Görüntülediğiniz mahkeme kararı kesinleşmiş bir karardır.

T.C.
İSTANBUL
BÖLGE ADLİYE MAHKEMESİ
12. HUKUK DAİRESİ
DOSYA NO: 2018/702
KARAR NO : 2019/1321
T Ü R K M İ L L E T İ A D I N A
İ S T İ N A F K A R A R
İNCELENEN KARARIN
MAHKEMESİ: İSTANBUL 9. ASLİYE TİCARET MAHKEMESİ
TARİHİ : 18/01/2018
NUMARASI : 2012/202 Esas 2018/30 Karar
ASIL – BİRLEŞEN DAVA: ALACAK
İSTİNAF KARAR TARİHİ: 24/10/2019
Asıl ve birleşen davanın reddine ilişkin hükmün davacı vekilince istinaf edilmesi üzerine düzenlenen rapor ve dosya kapsamı incelenip gereği görüşülüp düşünüldü;
ASIL DAVA: Davacı vekili dava dilekçesinde; davalı şirketin müvekkili şirketin bayisi sıfatına sahip olduğunu, müvekkili ile davalı şirket arasında 21/06/2007 tarihli 5 yıl süreli akaryakıt bayilik sözleşmesi ile taraflar arasındaki ticari çalışma koşullarının belirlendiği bayilik protokolü, yine davalı bayi tarafından sözleşme ilişkisinin devamı müddetince sahibi olduğu istasyonda, müvekkiline ait ürünlerin satışına ilişkin olarak taahhütname imzalandığını, davalılardan … ve …’ın bayilik sözleşmesi ile bayilik protokollerine garantör sıfatıyla imza verdiklerini, davalı gerçek kişilere ait, istasyonun kurulu olduğu gayrimenkul üzerinde ticari ilişkinin teminatı amacıyla 1.derecede FBK süreli 250.000-YTL bedelli ipotek hakkı tesis edildiğini, müvekkili lehine 20 yıl süreli intifa hakkı tanındığını, istasyona maddi ve gayrimaddi yatırımlar yapıldığını, davalı şirkete 3 adet hizmet bedeli faturası ve makbuz ile intifa bedeli karşılığında toplam 298.851,40-YTL ödeme yapıldığını, taraflar arasındaki bayiilik sözleşmesinin davalı şirketin satış taahhütlerini yerine getirmemesi, sözleşemeye aykırı tutum ve davranışlar sergilemesi üzerine müvekkili şirketçe bayilik ilişkisinin sona erdirildiğini, müvekkili şirketin sahip olduğu intifa hakkını terkin etmek zorunda kaldığını, davalıların belirttiği kişilere yetki vermek suretiyle intifa hakkını terkin ettiğini, haklı sebeplerle fesih sebebiyle müvekkili tarafından davalıya nakdi ve ayni olarak ödenen 541.151-TL bayilik hizmet bedelinin, davalının …’ten aldığı günden itibaren dava tarihine kadar işlemiş faizi ve ödeme tarihine kadar olan süreye kadar işleyecek en yüksek banka kredi faizi ile birlikte davalılardan müştereken ve müteselsilen tahsiline karar verilmesini talep etmiştir.

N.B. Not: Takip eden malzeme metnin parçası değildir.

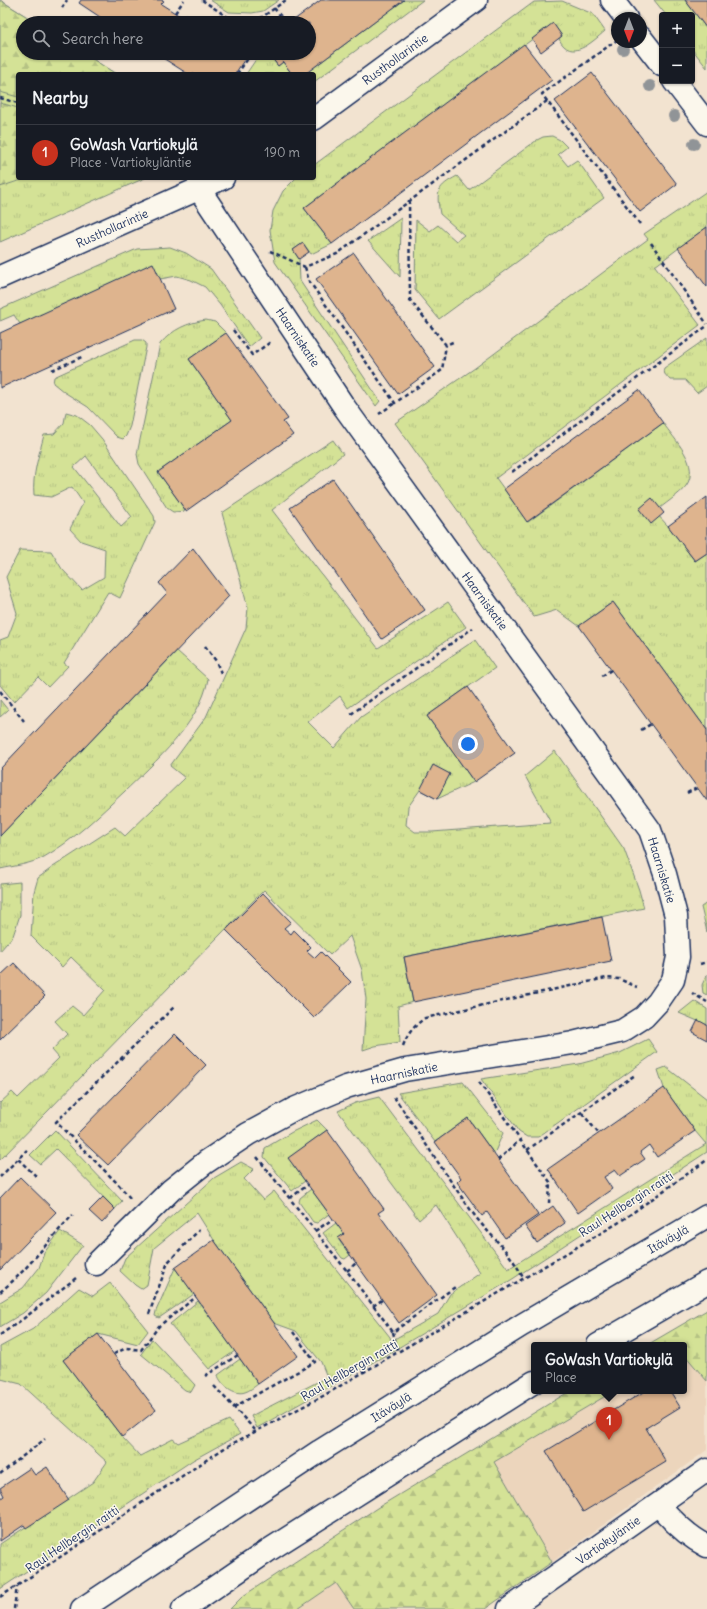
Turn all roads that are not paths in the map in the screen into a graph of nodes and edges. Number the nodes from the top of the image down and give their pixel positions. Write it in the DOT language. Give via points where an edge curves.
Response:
graph roads {
  1 [pos="476,0"];
  2 [pos="612,0"];
  3 [pos="621,12"];
  4 [pos="647,46"];
  5 [pos="659,61"];
  6 [pos="676,84"];
  7 [pos="316,118"];
  8 [pos="707,124"];
  9 [pos="219,180"];
  10 [pos="199,189"];
  11 [pos="0,278"];
  12 [pos="707,1216"];
  13 [pos="96,1264"];
  14 [pos="707,1282"];
  15 [pos="603,1342"];
  16 [pos="531,1384"];
  17 [pos="707,1470"];
  18 [pos="658,1505"];
  19 [pos="707,1546"];
  20 [pos="82,1609"];
  21 [pos="183,1609"];
  22 [pos="509,1609"];
  1 -- 7 [label="main road, Rusthollarintie"];
  2 -- 3 [label="main road"];
  4 -- 5 [label="main road"];
  6 -- 8 [label="main road"];
  9 -- 10 [label="main road, Rusthollarintie"];
  10 -- 11 [label="main road, Rusthollarintie"];
  10 -- 13 [label="main road, Haarniskatie" via="346,408 650,830 676,916 678,957 673,980 658,1002 644,1018 622,1031 573,1043 405,1070 346,1087 294,1109 206,1162 171,1190"];
  12 -- 20 [label="main road, Itäväylä" via="522,1325 320,1451"];
  14 -- 15 [label="main road"];
  16 -- 21 [label="main road" via="269,1550"];
  17 -- 18 [label="main road, Vartiokyläntie"];
  18 -- 19 [label="main road" via="672,1522"];
  18 -- 22 [label="main road, Vartiokyläntie"];
}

ASIL DAVADA CEVAP :1- Davalı şirket ve … vekili; müvekkili şirketçe olumsuz tavır gösterilmediğini, sözleşmenin devam edeceğine olan inanç ile edimlerini eksiksiz yerine getirdiğini, bayii olarak istasyona yapılmış olan yatırımları aynen muhafaza ettiğini, davacının dava dilekçesinde Rekabet Kurumu’nun kararları doğrultusunda intifa hakkını terkin etmek zorunda kaldığını açıkça beyan ettiğini, bu şekilde bayilik sözleşmesinde hukuki yararını kaybetmesini, müvekkilinin edimlerini yerine getirmediği iddiasına dayandırdığını ve sözleşmeyi feshettiğini, sözleşmenin akdedilmesinden bu yana 5 yılı aşkın süre geçtiğini, bu süre içerisinde sözlü veya yazılı taahhüde aykırılık ileri sürülmediğini, davacının kâr kaybından bahsetmesinin kötü niyetli olduğunu, ayrıca zamanaşımı süresinin geçtiğini, müvekkili şirketin taahhüdünden daha az miktarda akaryakıt aldığını kabul etmediklerini,gayrimenkul üzerinde ipotek hakkı tesis edildiğini, alacağın teminat altına alındığını, davacının iddialarını kabul etmediklerini,davanın reddine karar verilmesini talep etmiştir.2-Davalı … tarafından davaya cevap verilmemiştir.
BİRLEŞEN DAVA: Davacı vekili; müvekkili şirketin 5015 sayılı kanun ve ilgili mevzuat kapsamında EPDK’nun tanzim ettiği dağıtıcı lisansı kapsamında Akaryakıt sektöründe faaliyet gösterdiği davalı şirket ile 21/06/2007 tarihli akaryakıt bayilik sözleşmesi imzaladığını, davalı yanın sözleşmeye aykırı davranması nedeniyle taahhüdünü yerine getirmediğini vurgulayarak fazlaya ilişkin talep ve dava hakları saklı kalmak kaydı ile 51.030-usd cezai şart alacağının ödeme tarihinde kadar işleyecek en yüksek temerrüt faizi ile birlikte tahsiline karar verilmesini talep etmiştir.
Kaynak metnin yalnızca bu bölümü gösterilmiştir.